Common causes and fixes:

  • Invalid configuration syntax prevents CPU Burst from taking effect. See Advanced configuration to correct and verify.

  • Throttling still occurs when CPU usage hits the cfsQuotaBurstPercent limit due to insufficient CPU resources.

    Adjust your CPU request and limit values to match your application’s real needs.

  • CPU Burst adjusts two cgroup parameters: cpu.cfs_quota_us and cpu.cfs_burst_us. See Advanced configuration. cpu.cfs_quota_us updates only after ack-koordinator detects throttling—so there is a small delay. cpu.cfs_burst_us updates immediately from the configured value—so it responds faster.
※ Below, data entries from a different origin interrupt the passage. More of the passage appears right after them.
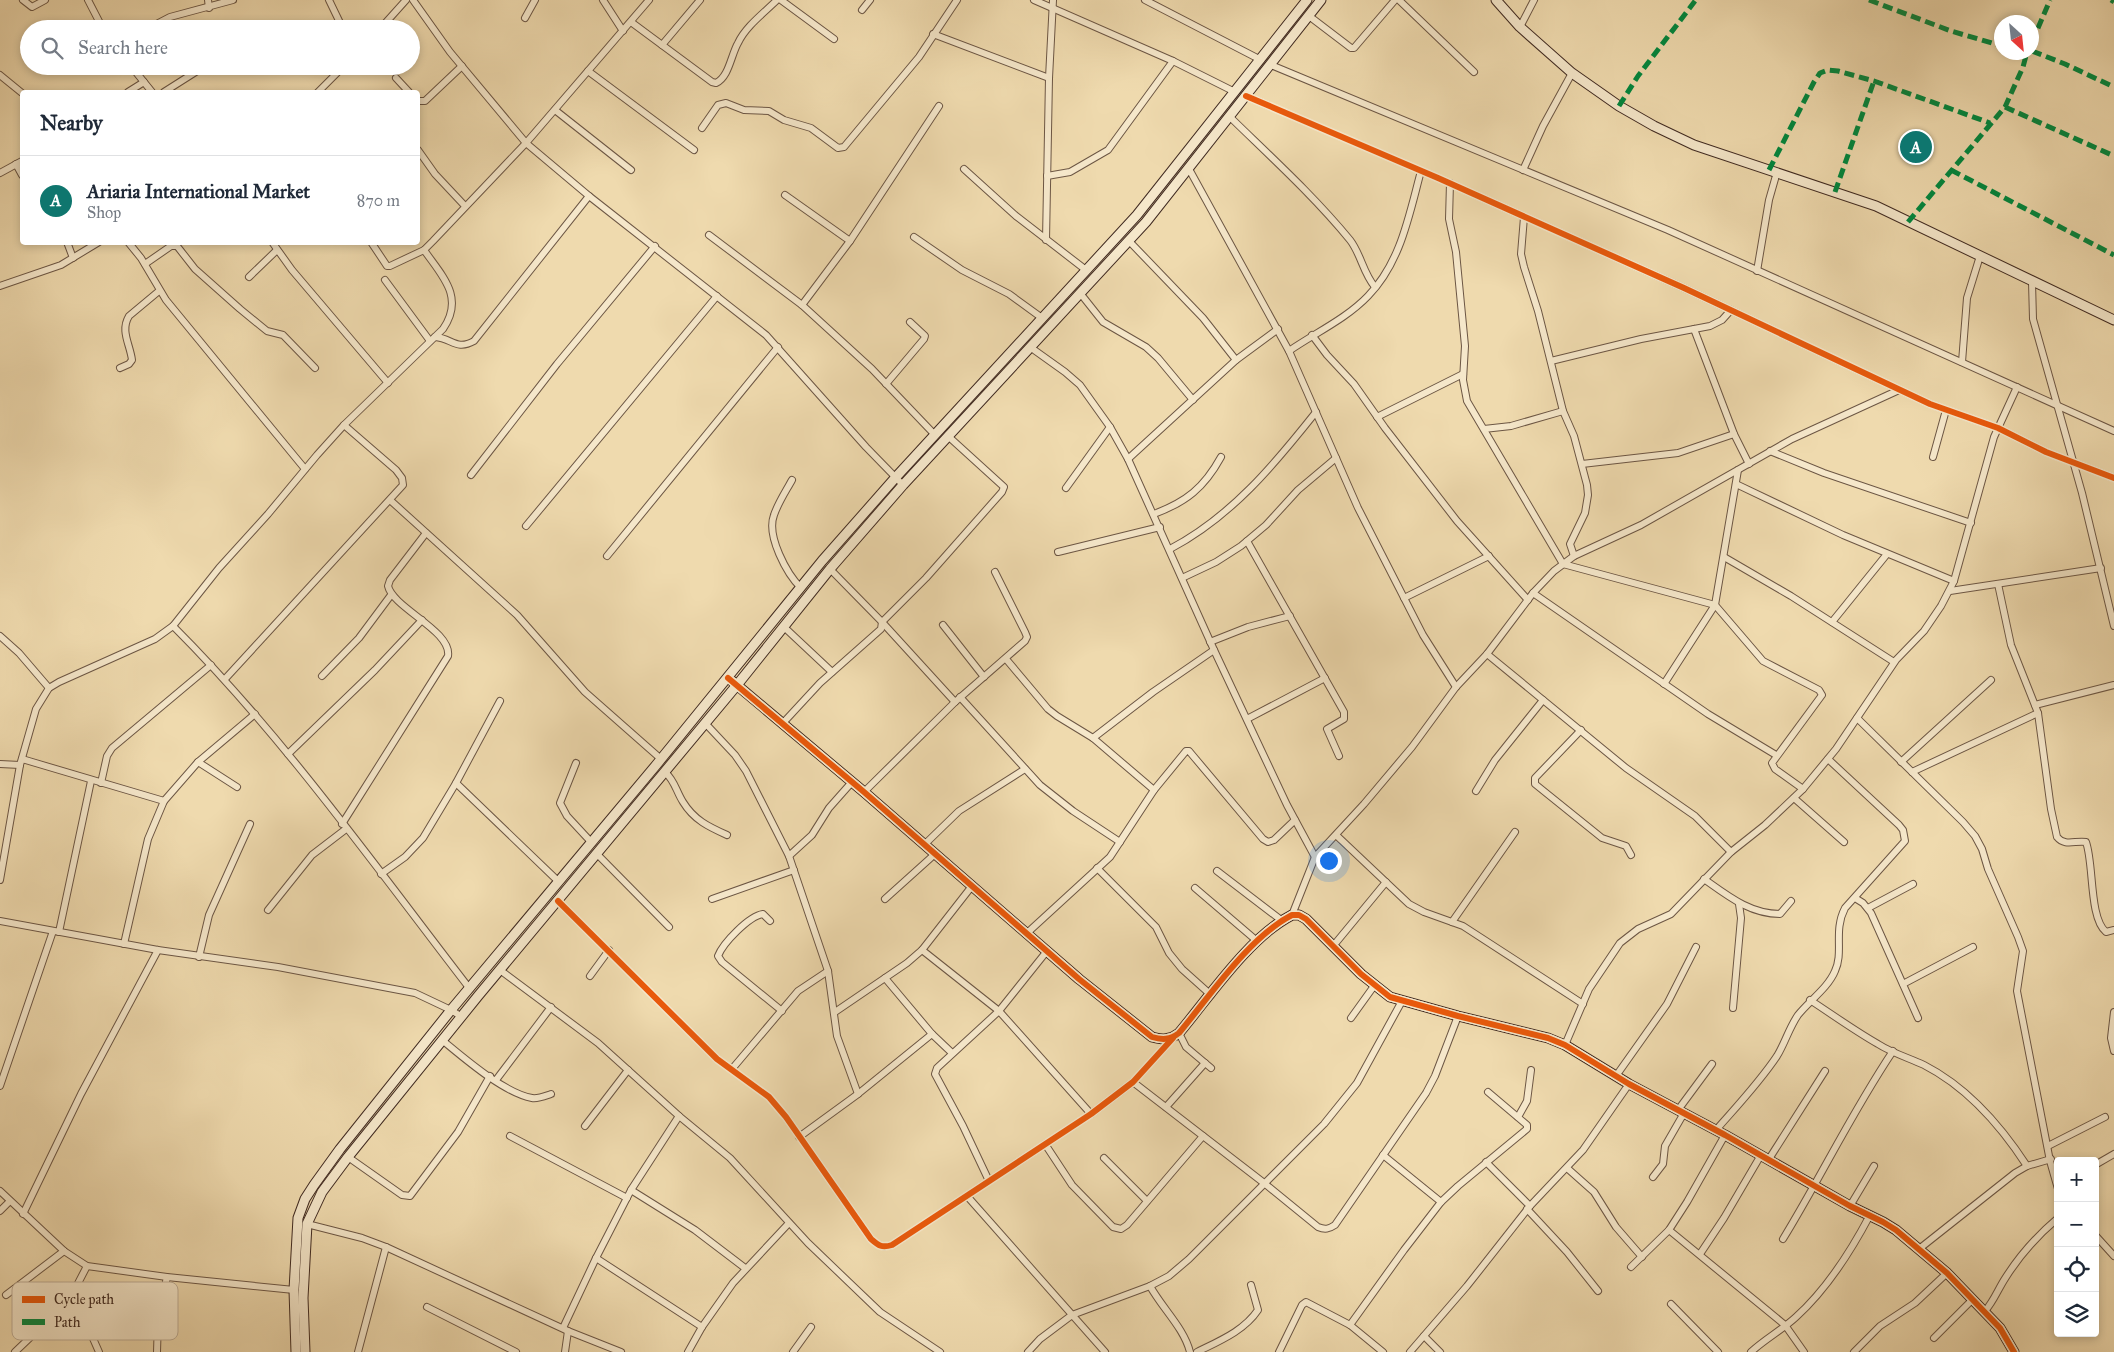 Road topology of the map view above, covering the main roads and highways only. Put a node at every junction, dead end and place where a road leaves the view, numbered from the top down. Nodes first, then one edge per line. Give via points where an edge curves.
1 (1307, 0) edge
2 (1321, 0) edge
3 (1496, 0) edge
4 (2114, 320) edge
5 (728, 678) junction
6 (737, 685) junction
7 (296, 1352) edge
8 (305, 1352) edge
9 (2014, 1352) edge

1 - 5 main road via 1137,215 896,477
2 - 6 main road via 1129,241 903,485 830,569
3 - 4 main road via 1520,27 1572,74 1654,126 1694,145 1876,206
5 - 6 main road
5 - 7 main road via 451,1010 340,1149 305,1199 296,1232
6 - 8 main road via 442,1040 322,1192 307,1224
6 - 9 main road via 1079,979 1152,1036 1161,1040 1176,1035 1258,941 1281,920 1292,915 1306,919 1374,986 1390,997 1565,1045 1629,1084 1896,1230 1947,1273 1985,1311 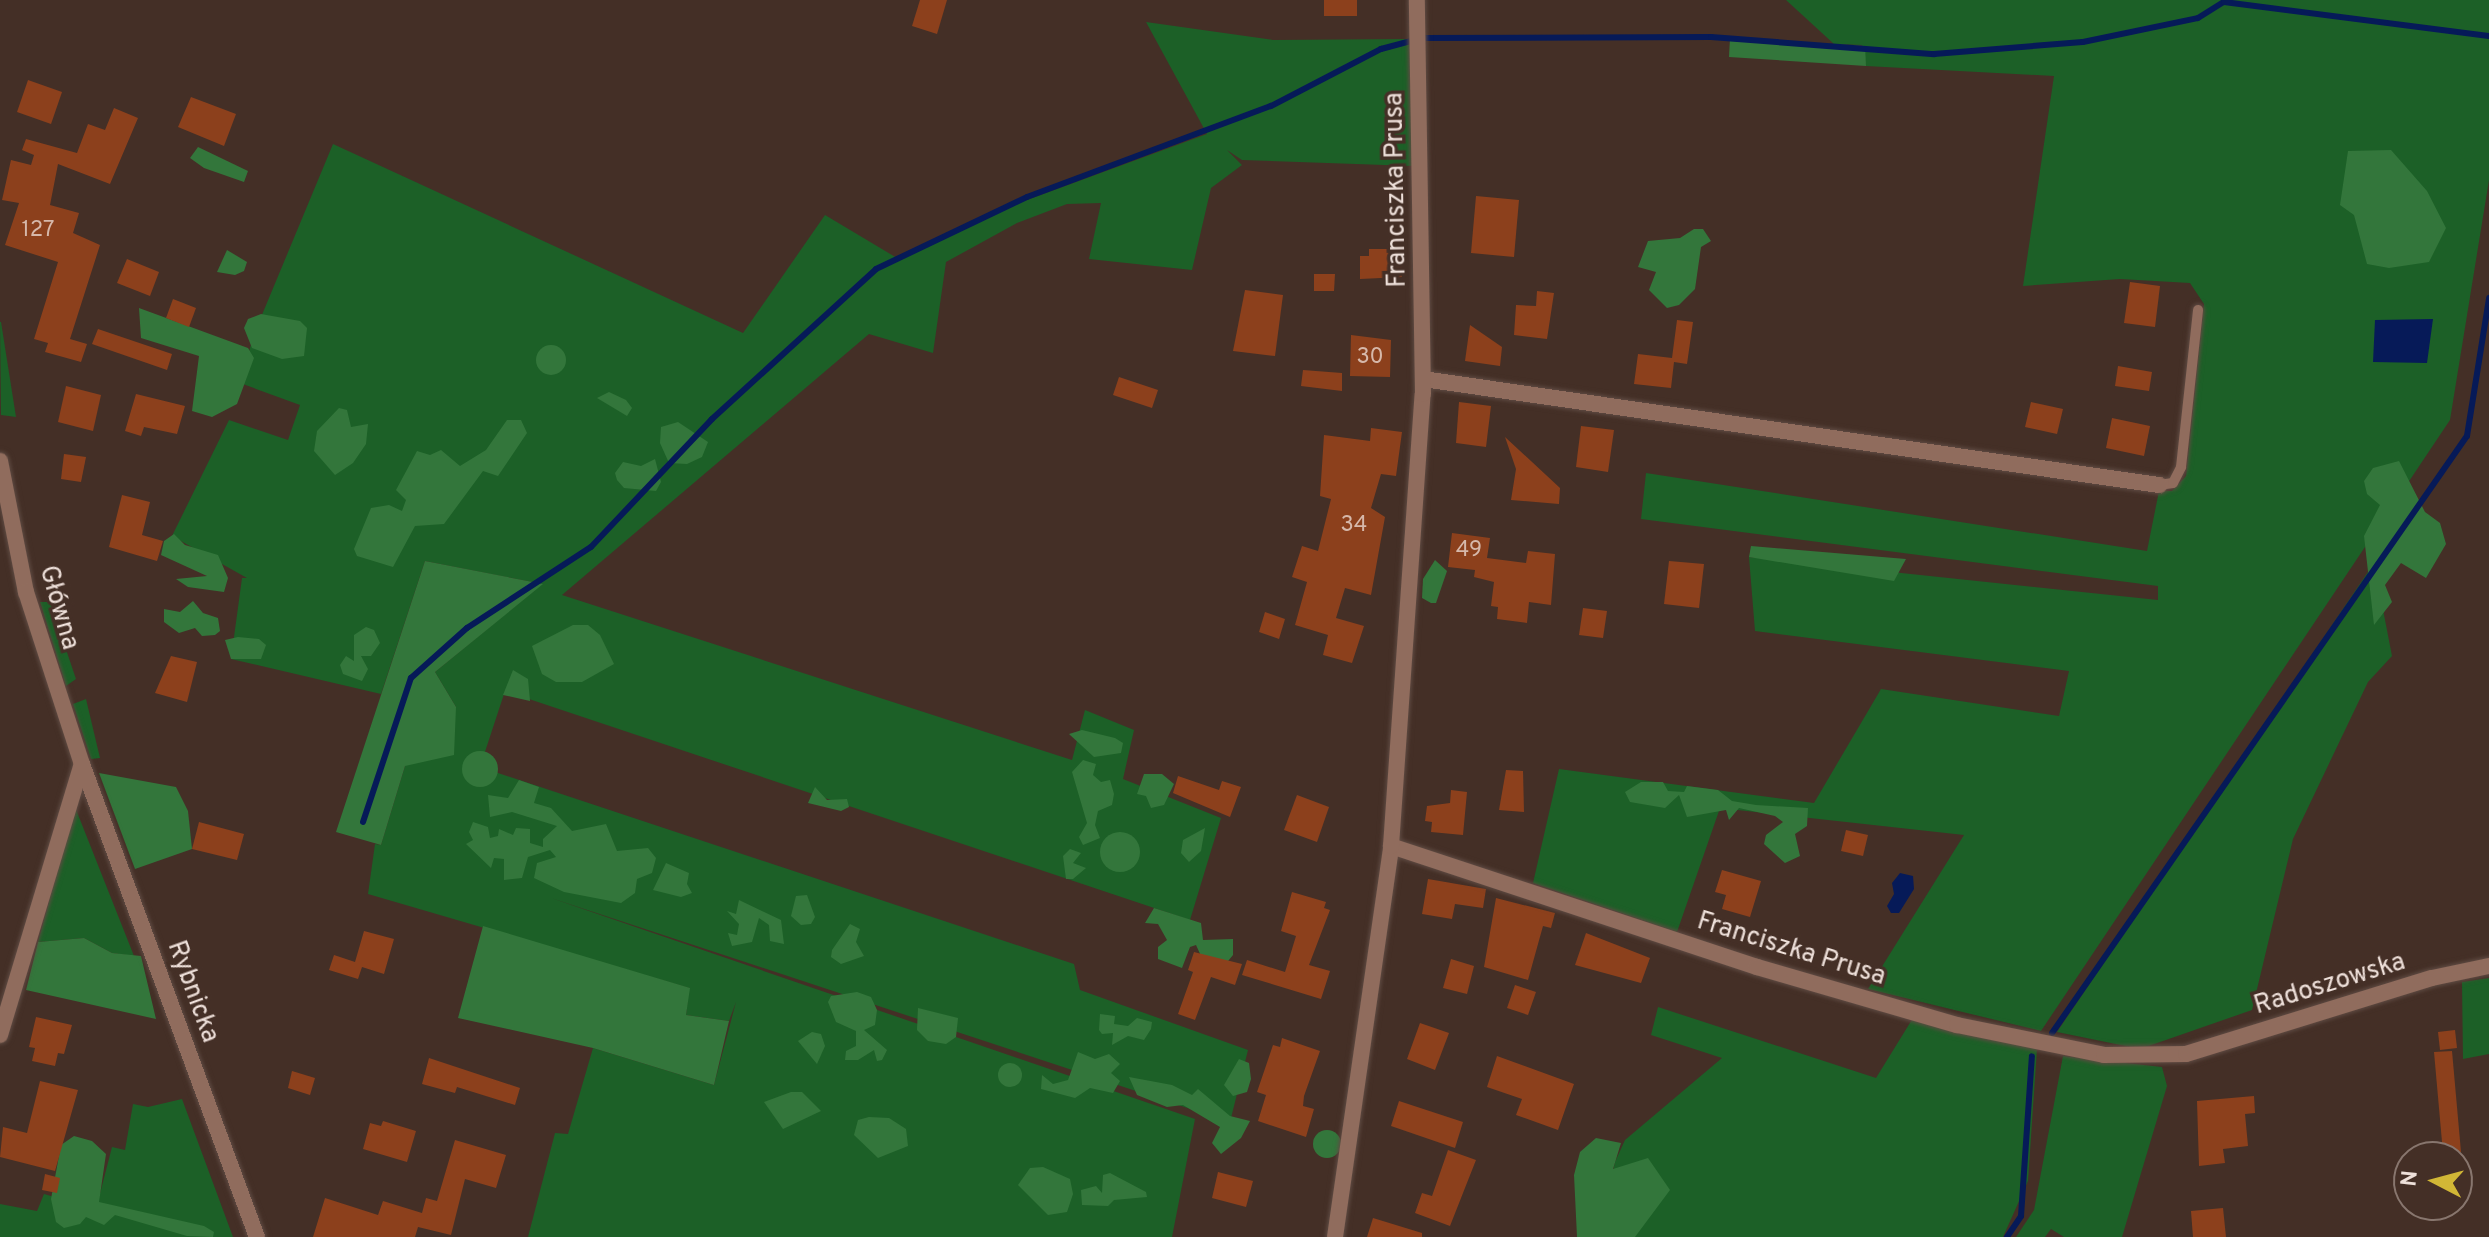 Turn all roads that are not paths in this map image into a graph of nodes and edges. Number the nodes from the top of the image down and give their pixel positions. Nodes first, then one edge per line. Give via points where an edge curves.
1 (1417, 0) edge
2 (2198, 310) dead end
3 (1423, 379) junction
4 (0, 461) edge
5 (2159, 485) joint
6 (82, 764) junction
7 (1391, 846) junction
8 (2489, 966) edge
9 (0, 1035) edge
10 (2186, 1054) joint
11 (257, 1237) edge
12 (1335, 1237) edge

1 - 3 street, Franciszka Prusa
2 - 5 lane via 2181,467 2173,483
3 - 5 street
3 - 7 street, Franciszka Prusa
4 - 6 street, Główna via 26,592
6 - 9 street
6 - 11 street, Rybnicka
7 - 10 street, Franciszka Prusa via 1757,967 1957,1025 2104,1055
7 - 12 street, Franciszka Prusa
8 - 10 street, Radoszowska via 2432,978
    For best results, use Alibaba Cloud Linux.

  • The CPU Burst policy has a protection mechanism when adjusting cpu.cfs_quota_us, which is the overall safety watermark threshold setting sharePoolThresholdPercent. When the overall utilization is excessively high, to prevent an individual pod from causing more interference, cpu.cfs_quota_us is reset to its initial value.

    You should set an appropriate machine safety threshold based on your application's actual conditions to prevent high machine utilization from affecting application performance.

Do I need to use Alibaba Cloud Linux to enable the CPU Burst policy?

ack-koordinator CPU Burst works on all Alibaba Cloud Linux and CentOS open-source kernels. We recommend Alibaba Cloud Linux. Its kernel features let ack-koordinator provide finer-grained CPU elasticity. For details, see Enable CPU Burst using the cgroup v1 interface.

After enabling CPU Burst, why does my application report different thread counts?

This is because the working mechanism of CPU Burst conflicts with how certain applications obtain system resources. ack-koordinator dynamically adjusts the underlying cgroup parameter of the container, cpu.cfs_quota_us, when implementing CPU Burst. This value represents the available CPU time quota for the container within the current scheduling cycle. ack-koordinator dynamically scales this quota based on the application's load.

Many applications, such as Java's Runtime.getRuntime().availableProcessors(), directly read cpu.cfs_quota_us to calculate the number of available CPU cores. Therefore, when the CPU quota is dynamically adjusted, the number of cores obtained by the application also changes, causing parameters that depend on this value, such as the thread pool size, to become unstable.

Instead, make your application rely on the fixed limits.cpu value defined in the pod spec.

  1. Inject an environment variable: Use resourceFieldRef to inject the pod’s limits.cpu value into the container.

    env: 
      - name: CPU_LIMIT 
        valueFrom: 
          resourceFieldRef: 
            resource: limits.cpu
  2. Update your application code: Change the startup logic to read CPU_LIMIT first when calculating and setting thread pool size. This ensures stable, reliable behavior—even when CPU Burst changes the quota.